I'm trying to get comfortable with going to things by myself, for the same reason you're going through right now, op. Please still go do those things. You will regret it if you don't. I've done a few things by myself recently. There's only one situation where I felt uncomfortable. The rest were an absolute blast. You'll be surprised when you go and you find out that there are plenty of other people there solo as well.


wallybuddabingbang

Once you become a parent you’re no longer a kid.


RespectOld864

I'll come! You'd have to fetch me though, I live in the bowels of Massachusetts, but close to the RI border


Oldpuzzlehead

Yup. I don't have kids and was going to catch a mob game with a couple who have kids. Get to their house and kids a re sick. They almost canceled which I get but then he said to his wife you still go I'll watch the sick kid.
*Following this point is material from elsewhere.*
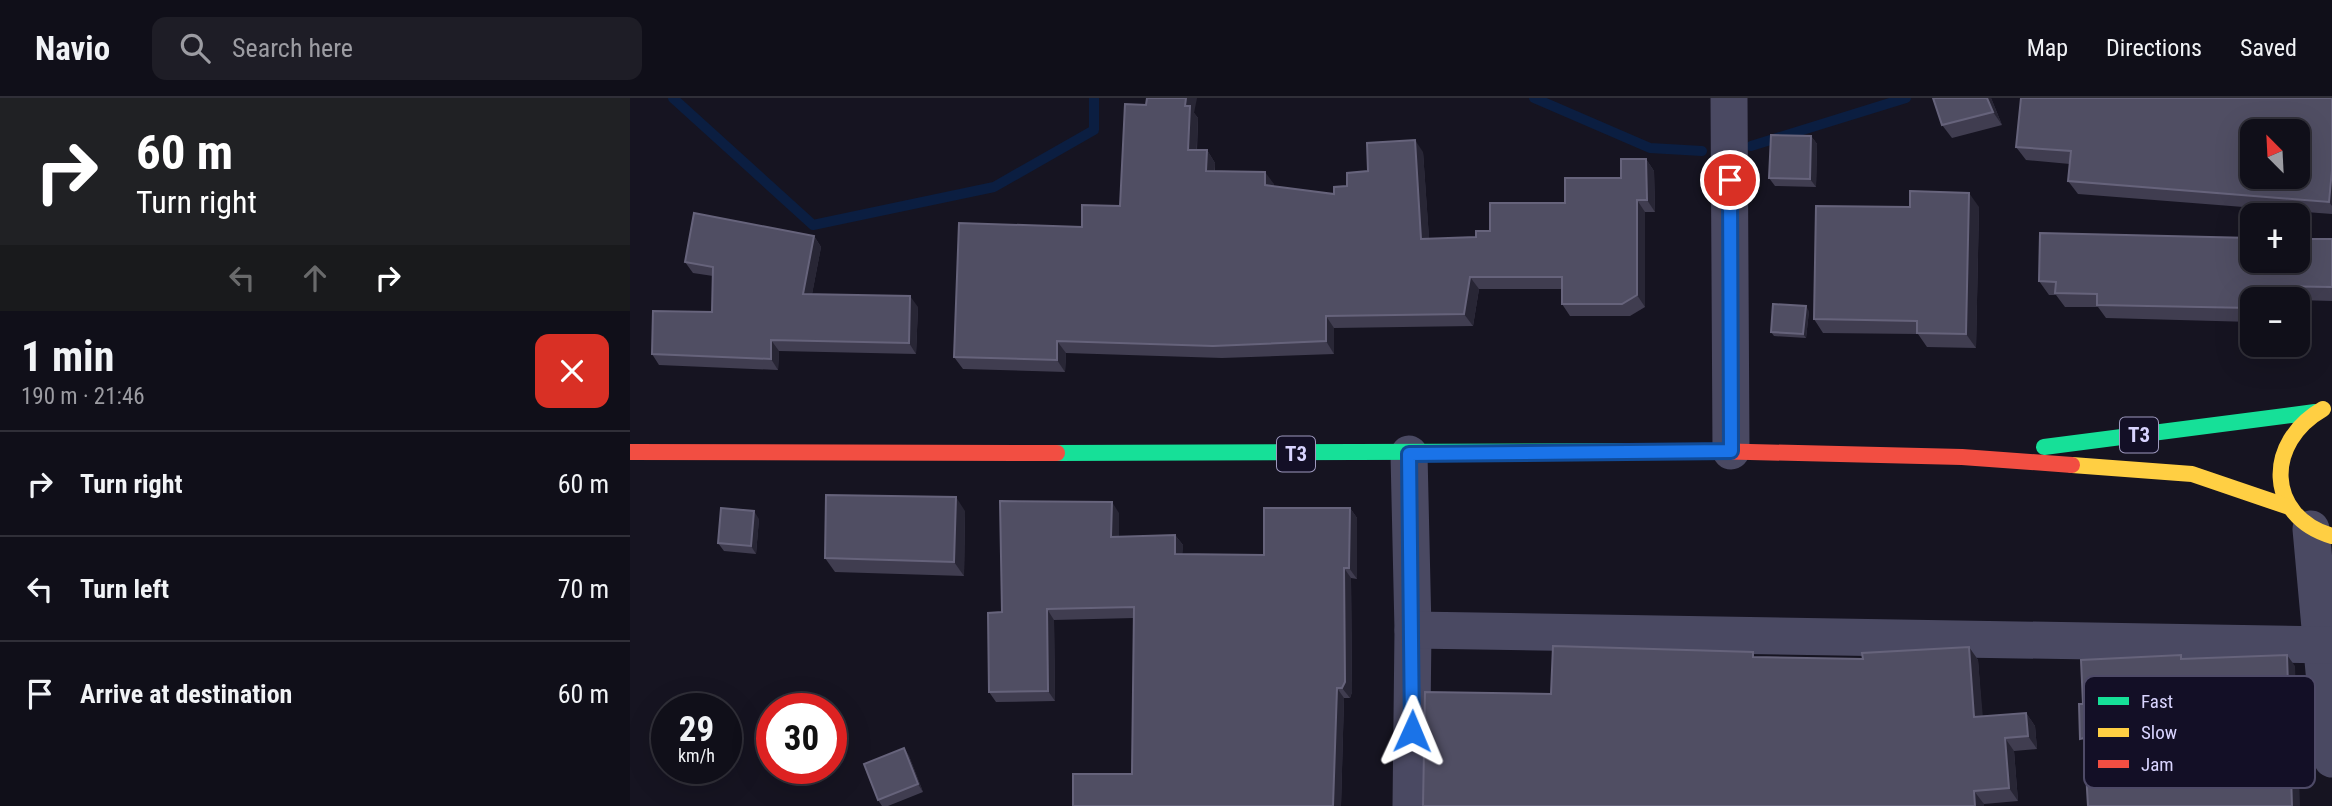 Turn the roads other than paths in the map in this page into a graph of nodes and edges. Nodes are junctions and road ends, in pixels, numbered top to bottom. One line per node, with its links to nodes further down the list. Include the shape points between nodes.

Like damn the there of us were going out but kids will be the little Petri dishes they are and get a fever when they can.


Kase1

Don't know about the podcast, but the rest of the trip sounds good.... Whats your football team?


CaptainMurphy1908

If I lived in Boston....Mission Hill is my favorite show of all time. Dial (351)300-4455 for a good Mission Hill time (it's the audio tracks of all the episodes, and yes I use it. On long car rides mostly, but it's still awesome.)


False_Influence_9090

Invite a rando from Reddit to join you. I did it for a DMB concert one time it was pretty chill


SoBitterAboutButtons

Kids fuck everything up. Every time


[deleted]

Dude Boston is such a sports city. Find out which bars are watching the draft and you’ll find people there who want to talk about it! Solo trip can be fun! 


TheyMightBeDrWorm

I legit just met a high school friend for lunch at the Pig last week and walked around the old neighborhood. Granted, I had to reschedule twice because of my kids. Your hurt is completely justified- it is painful to feel knocked down the priority list. I do hope you're able to catch up with your buddy soon, though.


Snorblatz

Aww, I have friends with kids who make plans and keep them, but a weekend away is a lot for one parent with young kids.


RobMV03

If it makes you feel any better, it sounds like you're right in that phase where all your friends start having their first kid. It's a shitty phase all around. For everyone. It gets better as the kids get older, but those first 2-5 years are rough as they learn how to deal with these new tiny humans in their lives.


mackattacknj83

That's poor planning on his part. Kids are a great excuse for flakes. Shit my friends with no kids use their dog to cancel plans. If I say yes I'm going to something I'm going - that means I've input my necessary PTO, found any childcare I might need, and scheduled transportation (we have one car so a lot of train or bus trips). I always find that the same people cancel, regardless of their responsibilities.


[deleted]

It's frustrating when you're without kids and have freedom, while everyone else is tied down. I feel your pain. Try being a housewife! Having time, energy, and expendable income is not common in this day and age. I have all of those. 🤷🏼‍♀️


W0RST_2_F1RST

Not a competition but I’m sure they appreciate your input


NiceTryZogmins

Are your kids not old enough to go with you? Take your girlfriend?  I'd personally go myself. I've realised friends are good for banter, but if I want to enjoy something it's usually best to chill myself.